Therefore, not only was I a physical and mental wreck throughout much of my pregnancy, but I was constantly disappointed with myself for being so, because I thought that meant I was a wreck as a mother. Turns out - shocker, I know! - that being pregnant and actually parenting a child who has emerged from the womb are two very different things. Whether or not I am a good mother is a question only time can answer, but I'm not a wreck about it.
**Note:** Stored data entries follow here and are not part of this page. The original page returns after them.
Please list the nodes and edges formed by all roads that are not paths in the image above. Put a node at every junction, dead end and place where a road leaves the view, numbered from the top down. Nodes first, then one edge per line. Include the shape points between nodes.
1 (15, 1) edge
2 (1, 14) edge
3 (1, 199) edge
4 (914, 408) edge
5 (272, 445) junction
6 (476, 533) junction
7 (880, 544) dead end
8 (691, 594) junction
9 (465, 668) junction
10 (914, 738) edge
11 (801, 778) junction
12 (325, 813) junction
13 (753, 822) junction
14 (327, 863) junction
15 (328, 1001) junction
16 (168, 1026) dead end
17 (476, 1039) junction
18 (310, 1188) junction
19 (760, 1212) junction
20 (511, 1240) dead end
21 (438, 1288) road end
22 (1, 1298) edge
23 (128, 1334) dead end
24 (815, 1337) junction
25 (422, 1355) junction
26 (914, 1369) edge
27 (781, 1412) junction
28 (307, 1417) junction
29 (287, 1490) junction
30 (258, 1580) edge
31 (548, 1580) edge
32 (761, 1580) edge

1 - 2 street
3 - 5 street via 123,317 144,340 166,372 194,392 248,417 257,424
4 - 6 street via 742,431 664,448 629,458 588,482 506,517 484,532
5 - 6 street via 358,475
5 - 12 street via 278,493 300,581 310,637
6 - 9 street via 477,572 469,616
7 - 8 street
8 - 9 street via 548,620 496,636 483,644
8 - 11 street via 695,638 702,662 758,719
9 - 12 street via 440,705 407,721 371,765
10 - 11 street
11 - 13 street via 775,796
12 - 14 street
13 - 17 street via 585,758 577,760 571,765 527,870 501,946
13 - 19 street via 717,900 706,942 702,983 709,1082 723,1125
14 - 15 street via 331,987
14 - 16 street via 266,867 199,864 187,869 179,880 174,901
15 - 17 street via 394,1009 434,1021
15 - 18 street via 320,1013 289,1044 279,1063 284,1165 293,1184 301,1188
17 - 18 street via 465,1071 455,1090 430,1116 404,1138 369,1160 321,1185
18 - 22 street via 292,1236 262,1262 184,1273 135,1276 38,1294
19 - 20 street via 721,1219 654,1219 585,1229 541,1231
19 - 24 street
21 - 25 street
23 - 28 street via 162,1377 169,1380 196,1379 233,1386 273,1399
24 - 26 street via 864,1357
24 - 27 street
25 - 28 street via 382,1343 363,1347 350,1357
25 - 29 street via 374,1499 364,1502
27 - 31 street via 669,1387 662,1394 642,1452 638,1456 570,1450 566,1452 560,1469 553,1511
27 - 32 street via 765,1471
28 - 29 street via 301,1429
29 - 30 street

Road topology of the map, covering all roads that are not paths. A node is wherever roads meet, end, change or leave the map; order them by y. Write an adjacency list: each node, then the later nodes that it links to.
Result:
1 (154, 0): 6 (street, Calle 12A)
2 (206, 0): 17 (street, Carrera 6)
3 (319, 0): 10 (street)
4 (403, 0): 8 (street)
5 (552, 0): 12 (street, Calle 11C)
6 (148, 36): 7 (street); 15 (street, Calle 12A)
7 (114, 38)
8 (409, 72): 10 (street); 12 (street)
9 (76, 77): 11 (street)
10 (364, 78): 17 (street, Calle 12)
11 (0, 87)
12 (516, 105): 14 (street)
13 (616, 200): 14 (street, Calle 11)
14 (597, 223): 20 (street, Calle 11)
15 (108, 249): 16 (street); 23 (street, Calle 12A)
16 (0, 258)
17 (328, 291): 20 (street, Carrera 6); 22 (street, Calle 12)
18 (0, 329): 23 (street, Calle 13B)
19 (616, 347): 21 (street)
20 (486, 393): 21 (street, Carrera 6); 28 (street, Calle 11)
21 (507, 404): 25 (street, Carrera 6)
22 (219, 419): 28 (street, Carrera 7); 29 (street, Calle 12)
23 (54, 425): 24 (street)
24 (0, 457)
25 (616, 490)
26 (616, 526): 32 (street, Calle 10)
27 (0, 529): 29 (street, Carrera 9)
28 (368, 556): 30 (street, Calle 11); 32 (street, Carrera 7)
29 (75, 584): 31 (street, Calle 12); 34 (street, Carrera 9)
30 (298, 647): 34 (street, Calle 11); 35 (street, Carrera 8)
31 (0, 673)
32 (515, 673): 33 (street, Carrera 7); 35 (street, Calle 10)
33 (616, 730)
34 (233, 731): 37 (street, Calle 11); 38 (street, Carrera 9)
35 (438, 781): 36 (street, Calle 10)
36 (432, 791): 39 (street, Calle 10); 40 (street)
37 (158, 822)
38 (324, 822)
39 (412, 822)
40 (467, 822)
Of course I panic at least twice every day, and low-level guilt is on the boil non-stop (I mean, right now it's my last Wednesday home with her and I'm blogging while she's in her swing, I should be holding her, I should never have gotten her used to the swing in the first place, good mothers carry their baby around twelve hours a day [which essentially means you're not allowed to stop being pregnant, and you can imagine the unprintable statements I have reserved for that concept]). But it's all okay. I'll miss her terribly while I'm at work, but it's okay, and I'm pretty sure Berowne and I are doing all right.
And if we can time it so the current situation of one enormous poop a day, after which everything within ten feet of her has to be laundered, is someone else's responsibility, I can live with that.
The latest reading:
She-Wolves: The Women Who Ruled England Before Elizabeth, by Helen Castor. Well-written and enjoyable history.
A Room Full of Bones, by Elly Griffiths. Continues in her series about an archeologist who keeps getting sucked into murder investigations. This one has some surprising mystical elements, but I felt that they worked overall.
A Whale Hunt, by Robert Sullivan. In the late 1990's, the Makah tribe of the Northwest United States was given permission to revive its ancient tradition of hunting gray whales. Sullivan arrived to report on the hunt and ended up coming back for close to two years, which is how long it took for the hunt to eventually happen. This is a really good book.
Going Clear: Scientology, Hollywood, and the Prison of Belief, by Lawrence Wright. Yikes. Also some really good reporting, and just amazing. Cults are messed up. Powerful rich cults are even more so.
And now I must run; there is much to do before Monday.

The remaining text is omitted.